- Folha de S. Paulo
O médico em busca de respaldo científico
faz melhor se ignorar o Conselho e ouvir as sociedades de especialistas
Se há uma instituição que sai apequenada da
crise sanitária, é o Conselho
Federal de Medicina (CFM). Quando praticamente todos os órgãos reguladores
e sociedades científicas relevantes do planeta já se manifestaram contra a
prescrição de cloroquina
para pacientes de Covid-19,
o conselho segue falando em autonomia do médico e na legitimidade do uso
“off-label”.
Também sou um entusiasta do “off-label”, que é uma fonte de inovação na medicina. Foi através dele, por exemplo, que um anestésico velho, a cetamina, está sendo reciclado como antidepressivo.
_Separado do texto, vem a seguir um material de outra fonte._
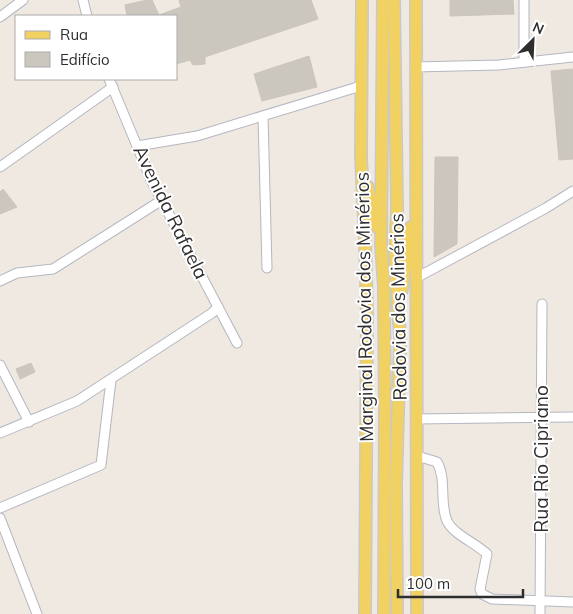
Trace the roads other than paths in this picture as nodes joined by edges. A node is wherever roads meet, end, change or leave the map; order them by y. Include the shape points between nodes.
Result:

Mas não é porque o médico tem autonomia que ele deve prescrever o que a ciência já mostrou que não funciona, especialmente quando há precedentes de veto do CFM a outras drogas e tratamentos.
Além da questão da cloroquina, há uma
indisfarçável simpatia de conselheiros da atual gestão pelo governo Bolsonaro,
que se materializa em pareceres, artigos na imprensa e até na presença de
membros do colegiado numa reunião do chamado gabinete
paralelo.
O problema, porém, é mais profundo do que
uma aliança circunstancial entre conselheiros e governantes. Tem a ver com o
próprio desenho do órgão, que é ao mesmo tempo entidade que zela por interesses
de classe e autarquia com poderes normativos.
A primeira condição lhe dá legitimidade
para defender pautas corporativas —foi, aliás, uma delas, a rejeição ao Mais
Médicos, que aproximou muitos profissionais de saúde do bolsonarismo. A segunda
exigiria que tivesse em vista apenas o interesse público e operasse
exclusivamente com base em critérios científicos.
Juntar ciência e CFM na mesma frase sempre
foi arriscado. Basta ver que o conselho reconhece a homeopatia como
especialidade médica, embora seu estatuto epistemológico seja, numa hipótese
generosa, controverso. O médico em busca de respaldo científico faz melhor se
ignorar o CFM e ouvir as sociedades de especialistas.